TRY IT
An unchanged copy of every record below, without pictures, is the goal.

Content starts

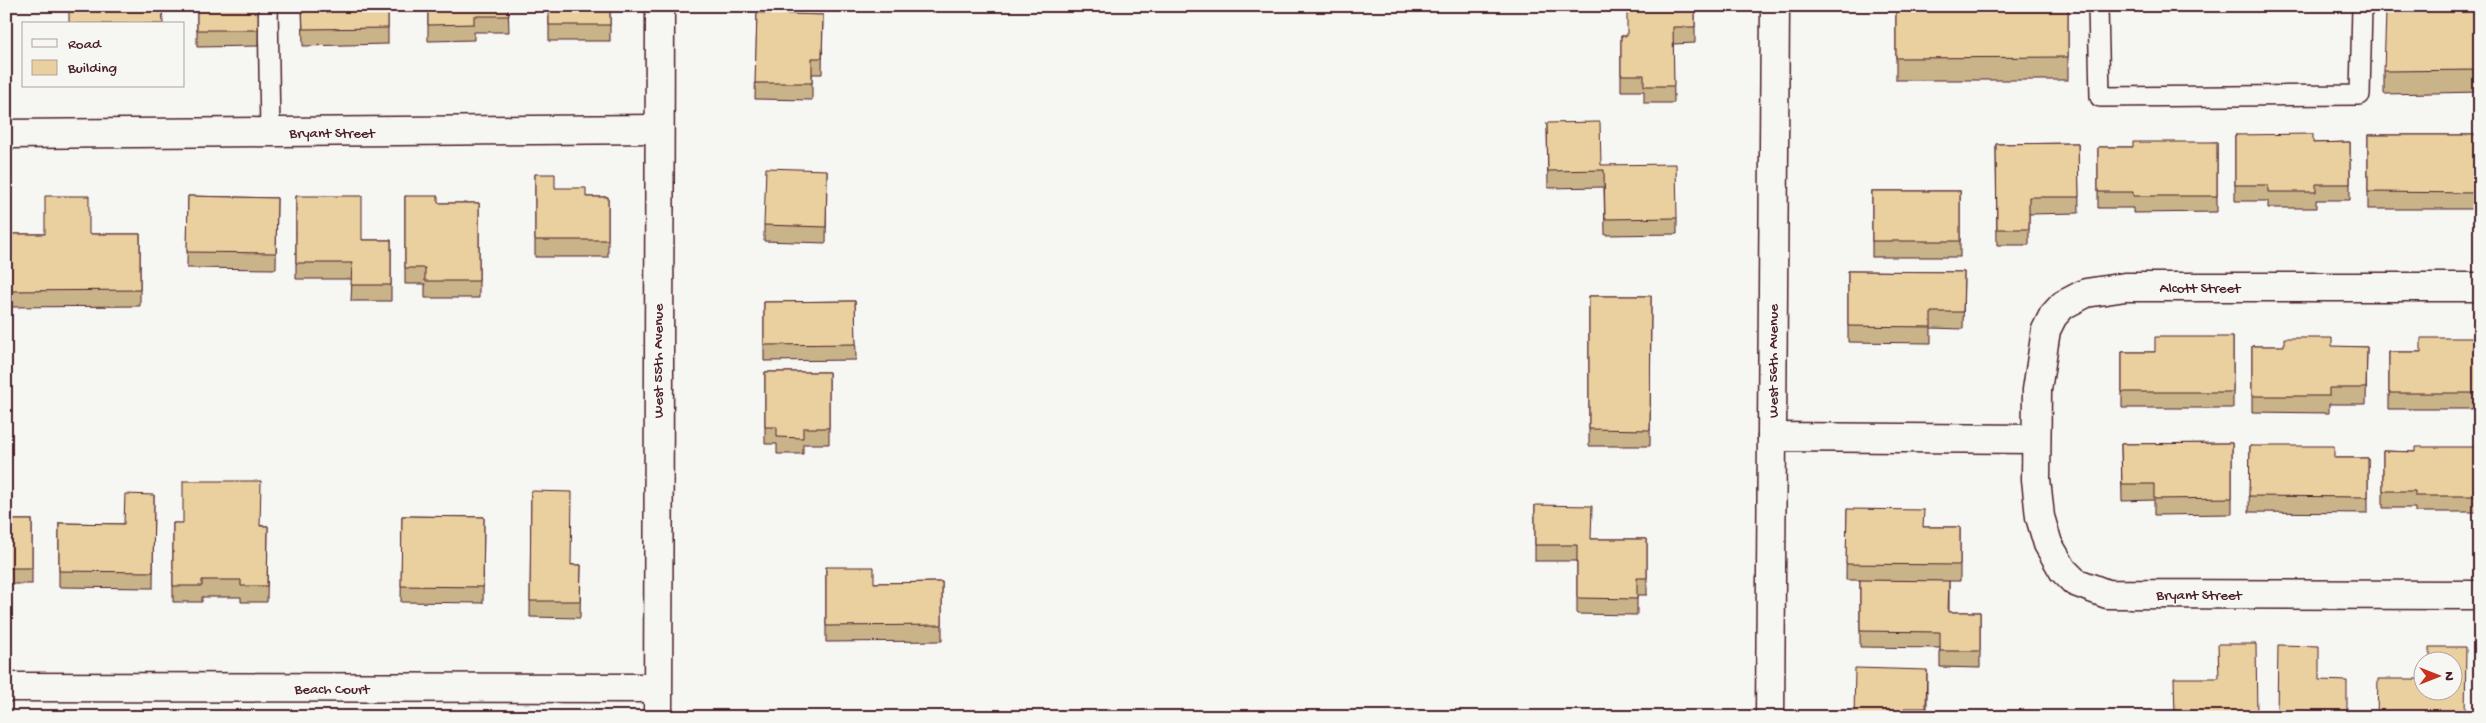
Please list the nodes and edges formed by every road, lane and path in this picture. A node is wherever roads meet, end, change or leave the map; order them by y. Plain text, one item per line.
1 (268, 6) edge
2 (660, 6) edge
3 (1774, 6) edge
4 (2098, 6) edge
5 (2362, 6) edge
6 (658, 129) junction
7 (270, 132) junction
8 (6, 134) edge
9 (2480, 287) edge
10 (1772, 437) junction
11 (2035, 438) junction
12 (2480, 595) edge
13 (6, 688) edge
14 (657, 688) junction
15 (658, 717) edge
16 (1770, 717) edge

1 - 7 lane
2 - 6 street, West 55th Avenue
3 - 10 street, West 56th Avenue
4 - 5 lane
6 - 7 street, Bryant Street
6 - 14 street, West 55th Avenue
7 - 8 street, Bryant Street
9 - 11 street, Alcott Street
10 - 11 street
10 - 16 street, West 56th Avenue
11 - 12 street, Bryant Street
13 - 14 street, Beach Court
14 - 15 street, West 55th Avenue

Content ends

ANSWER SPACE
Please list the nodes and edges formed by every road, lane and path in this picture. A node is wherever roads meet, end, change or leave the map; order them by y. Plain text, one item per line.
1 (268, 6) edge
2 (660, 6) edge
3 (1774, 6) edge
4 (2098, 6) edge
5 (2362, 6) edge
6 (658, 129) junction
7 (270, 132) junction
8 (6, 134) edge
9 (2480, 287) edge
10 (1772, 437) junction
11 (2035, 438) junction
12 (2480, 595) edge
13 (6, 688) edge
14 (657, 688) junction
15 (658, 717) edge
16 (1770, 717) edge

1 - 7 lane
2 - 6 street, West 55th Avenue
3 - 10 street, West 56th Avenue
4 - 5 lane
6 - 7 street, Bryant Street
6 - 14 street, West 55th Avenue
7 - 8 street, Bryant Street
9 - 11 street, Alcott Street
10 - 11 street
10 - 16 street, West 56th Avenue
11 - 12 street, Bryant Street
13 - 14 street, Beach Court
14 - 15 street, West 55th Avenue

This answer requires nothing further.